Welche Lehren sich aus dem Doppeladler ziehen lassen

Cristian Fabbro, Festredner an der Bundesfeier Bettlach 2019

Cristian Fabbro, Festredner an der Bundesfeier Bettlach 2019

Cristian Fabbro hielt die Festansprache an der Bundesfeier in Bettlach

«Alle Jahre wieder» wäre in Bettlach nicht passend, um die Bundesfeier zu umschreiben. Beim Ort bietet sich der Bevölkerung ebenso Abwechslung wie beim Festredner – wobei es sich beim Letzteren nicht etwa um einen arrivierten Politiker handelt, sondern um einen Vertreter der Bettlacher Jugend. Astrid Bieri und ihr Team und die Familie Müller haben Gross und Klein heuer im Restaurant Neue Zelg willkommen geheissen und bewirtet. Solokünstler «der Andi» sorgte für launige Unterhaltung, und Gemeindepräsidentin Barbara Leibundgut wurde bei der Moderation von diversen Mitgliedern der Dorfvereine tatkräftig unterstützt.

Bundesfeier Bettlach 2019

Bundesfeier Bettlach 2019


Nach Speis und Trank richtete sich aller Aufmerksamkeit auf Cristian Fabbro, der eben seine Lehre als Kaufmann auf der Bettlacher Gemeindeverwaltung abgeschlossen hat. Von den vielen «Schlüsselmomenten» im vergangenen Jahr habe ihn besonders die Aufregung um den Doppeladler an der Fussball-WM beschäftigt, sagte er dem zahlreichen Publikum. Dieses Ereignis nahm Fabbro als Ausgangspunkt seiner Betrachtung über den Wert und die Qualität von Heimat.
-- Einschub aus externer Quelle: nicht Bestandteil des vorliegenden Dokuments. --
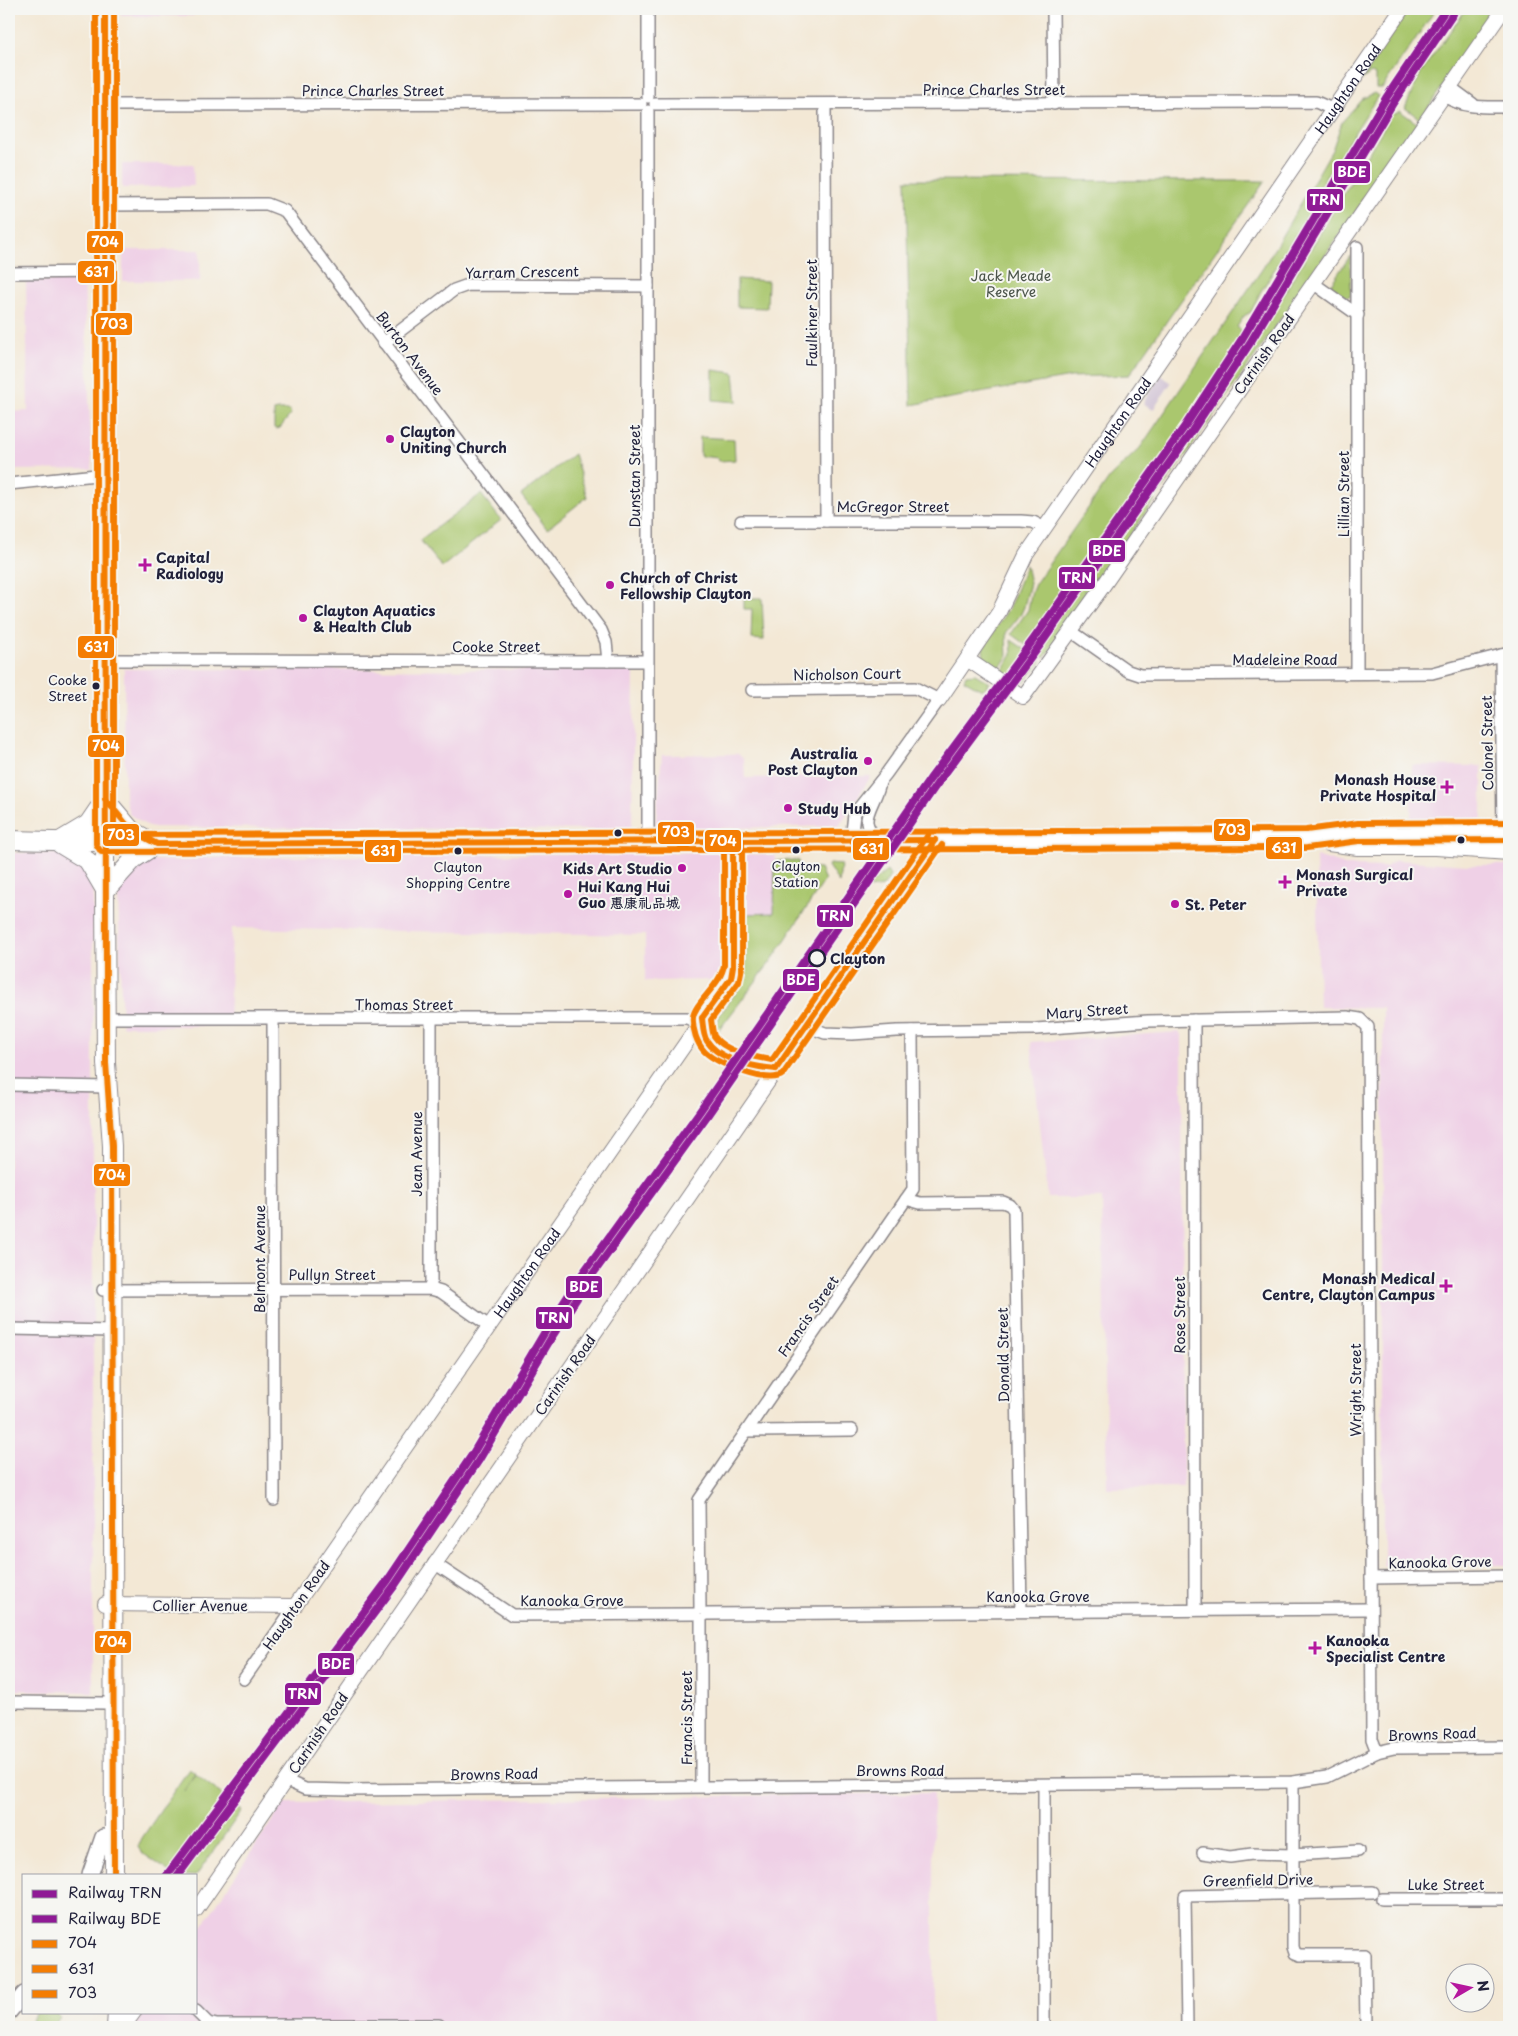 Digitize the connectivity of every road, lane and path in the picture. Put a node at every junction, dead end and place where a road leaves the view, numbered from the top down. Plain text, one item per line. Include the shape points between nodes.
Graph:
1 (105, 9) edge
2 (648, 9) edge
3 (1053, 9) edge
4 (1402, 9) edge
5 (1504, 9) edge
6 (1447, 92) junction
7 (648, 104) junction
8 (825, 104) junction
9 (1054, 104) junction
10 (106, 105) junction
11 (1509, 107) edge
12 (1332, 109) junction
13 (106, 204) junction
14 (1356, 247) dead end
15 (106, 272) junction
16 (9, 273) edge
17 (1313, 283) junction
18 (648, 286) junction
19 (1358, 315) junction
20 (384, 343) junction
21 (106, 474) junction
22 (9, 484) edge
23 (741, 521) dead end
24 (826, 521) junction
25 (1045, 528) junction
26 (1071, 631) junction
27 (1505, 654) edge
28 (966, 659) junction
29 (106, 660) junction
30 (608, 661) junction
31 (647, 661) junction
32 (1357, 673) junction
33 (752, 690) dead end
34 (939, 700) junction
35 (880, 782) junction
36 (105, 799) junction
37 (1506, 831) edge
38 (1306, 839) junction
39 (9, 840) edge
40 (935, 840) junction
41 (851, 841) junction
42 (887, 841) junction
43 (58, 842) junction
44 (648, 842) junction
45 (733, 842) junction
46 (105, 844) junction
47 (157, 844) junction
48 (1509, 852) edge
49 (105, 891) junction
50 (108, 1018) junction
51 (273, 1018) junction
52 (431, 1019) junction
53 (1194, 1020) junction
54 (698, 1023) junction
55 (806, 1026) junction
56 (1368, 1028) joint
57 (912, 1031) junction
58 (9, 1085) edge
59 (108, 1095) junction
60 (906, 1200) junction
61 (431, 1289) junction
62 (108, 1290) junction
63 (274, 1290) junction
64 (490, 1326) junction
65 (9, 1329) edge
66 (108, 1331) junction
67 (852, 1430) dead end
68 (747, 1431) junction
69 (274, 1500) dead end
70 (434, 1563) junction
71 (1509, 1576) edge
72 (1371, 1578) junction
73 (109, 1604) junction
74 (295, 1606) junction
75 (1370, 1609) junction
76 (1195, 1610) junction
77 (1021, 1611) junction
78 (701, 1614) junction
79 (244, 1679) dead end
80 (9, 1702) edge
81 (104, 1703) junction
82 (1509, 1748) edge
83 (1377, 1752) junction
84 (285, 1780) junction
85 (1293, 1782) junction
86 (1044, 1785) junction
87 (701, 1786) junction
88 (103, 1837) junction
89 (1358, 1851) dead end
90 (1203, 1853) dead end
91 (1293, 1855) junction
92 (90, 1874) edge
93 (102, 1874) edge
94 (114, 1874) edge
95 (1293, 1895) junction
96 (1378, 1896) joint
97 (1509, 1898) edge
98 (198, 1907) edge
99 (198, 2013) edge
100 (105, 2014) edge
101 (117, 2014) edge
102 (132, 2014) edge
103 (439, 2025) dead end
104 (105, 2027) edge
105 (116, 2027) edge
106 (122, 2027) edge
107 (1044, 2027) edge
108 (1186, 2027) edge
109 (1366, 2027) edge

1 - 10 main road
2 - 7 street, Dunstan Street
3 - 9 street
4 - 12 street, Haughton Road
5 - 6 street, Carinish Road
6 - 11 street via 1479,107
6 - 17 street, Carinish Road
7 - 8 street, Prince Charles Street
7 - 10 street, Prince Charles Street
7 - 18 street, Dunstan Street
8 - 9 street, Prince Charles Street
8 - 24 street, Faulkiner Street
9 - 12 street, Prince Charles Street via 1316,102
10 - 13 main road
12 - 25 street, Haughton Road
13 - 15 main road
13 - 20 street, Burton Avenue via 267,204 285,211
14 - 19 street, Lillian Street
15 - 16 street
15 - 21 main road
17 - 19 street
17 - 26 street, Carinish Road
18 - 20 street, Yarram Crescent via 468,285 454,290
18 - 31 street, Dunstan Street
19 - 32 street, Lillian Street
20 - 30 street, Burton Avenue via 601,630
21 - 22 street
21 - 29 main road
23 - 24 street, McGregor Street
24 - 25 street, McGregor Street via 1021,521
25 - 28 street, Haughton Road via 1022,561 999,612
26 - 28 street, Carinish Road via 1023,697
26 - 32 street, Madeleine Road via 1134,674
27 - 32 street, Madeleine Road via 1442,672
27 - 37 street, Colonel Street
28 - 34 street, Haughton Road
29 - 30 street, Cooke Street
29 - 36 main road
30 - 31 street, Cooke Street
31 - 44 street, Dunstan Street
33 - 34 street, Nicholson Court via 915,688
34 - 35 street, Haughton Road
35 - 41 street, Haughton Road via 854,814
35 - 42 street via 878,796 866,822 871,832
36 - 43 main road via 88,824
36 - 46 main road
36 - 47 main road via 132,831
37 - 38 main road via 1358,832
38 - 40 main road
38 - 48 main road via 1358,846 1436,846
39 - 43 main road
40 - 42 main road
40 - 55 street, Carinish Road
41 - 42 main road
41 - 45 main road
43 - 46 main road
43 - 49 main road via 88,862
44 - 45 main road
44 - 47 main road
45 - 54 street, Haughton Road via 734,966 731,978
46 - 47 main road
46 - 49 main road
47 - 49 main road via 134,859
49 - 50 main road
50 - 51 street, Thomas Street
50 - 59 main road
51 - 52 street, Thomas Street
51 - 63 street, Belmont Avenue
52 - 54 street, Thomas Street via 686,1018
52 - 61 street, Jean Avenue
53 - 56 street, Mary Street via 1347,1017 1360,1019
53 - 57 street, Mary Street via 1036,1029
53 - 76 street, Rose Street
54 - 64 street, Haughton Road
55 - 57 street, Mary Street via 825,1033
55 - 70 street, Carinish Road
56 - 72 street, Wright Street
57 - 60 street, Francis Street via 913,1189
58 - 59 street
59 - 62 main road via 112,1146
60 - 68 street, Francis Street
60 - 77 street, Donald Street via 920,1203 1003,1202 1014,1210
61 - 63 street, Pullyn Street
61 - 64 street, Pullyn Street via 441,1292
62 - 63 street, Pullyn Street
62 - 66 main road
63 - 69 street, Belmont Avenue
64 - 74 street, Haughton Road
65 - 66 street
66 - 73 main road
67 - 68 street
68 - 78 street, Francis Street via 699,1500
70 - 78 street, Kanooka Grove via 512,1614
70 - 84 street, Carinish Road
71 - 72 street, Kanooka Grove
72 - 75 street, Wright Street
73 - 74 street, Collier Avenue
73 - 81 main road
73 - 94 main road
74 - 79 street, Haughton Road
75 - 76 street, Kanooka Grove
75 - 83 street, Wright Street via 1372,1739
76 - 77 street, Kanooka Grove
77 - 78 street, Kanooka Grove
78 - 87 street, Francis Street
80 - 81 street
81 - 88 main road
82 - 83 street, Browns Road via 1394,1748
83 - 85 street, Browns Road via 1327,1777
84 - 87 street, Browns Road via 304,1789 348,1790
84 - 98 street, Carinish Road
85 - 86 street, Browns Road
85 - 91 street
86 - 87 street, Browns Road
86 - 107 street
88 - 92 main road
88 - 93 main road
89 - 91 street
90 - 91 street via 1230,1857
91 - 95 street
95 - 96 street, Greenfield Drive
95 - 108 street, Greenfield Drive via 1185,1896
95 - 109 street via 1295,1953 1365,1955
96 - 97 street, Luke Street
99 - 103 street via 208,2023 217,2025
100 - 104 main road
101 - 105 main road
102 - 106 street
Als Voraussetzung für Heimatverbundenheit in der Schweiz nannte er – aus seinem Fokus als Doppelbürger Schweiz-Italien – den Willen zur Integration: «Man muss sich halt anpassen und erkennen, dass man nicht immer ‹s Füfi und s Weggli› bekommt.» Unter dieser Voraussetzung sei in unserem Land alles möglich «und die Leute akzeptieren dich auch».

"Heimat ist ein Gefühl"

Neben der Integration in die Gesellschaft ist Heimat für Cristian Fabbro auch durch die Dinge und Verhältnisse gekennzeichnet, die man für selbstverständlich nimmt. Erst das Reisen in andere Ecken der Welt zeige einem, «wie schön wir es in der Schweiz haben». Darum kommt er zum Schluss: «Heimat ist nicht ein Ort, Heimat ist ein Gefühl.»
Nach dem herzlichen Applaus und dem Gesang der (neuen) Nationalhymne kamen die Kinder beim Lampionumzug auf ihre Rechnung. Das Höhenfeuer verkürzte schliesslich die Wartezeit auf das tolle Feuerwerk, das die «Freunde des Feuerwerks» an den Himmel zauberten.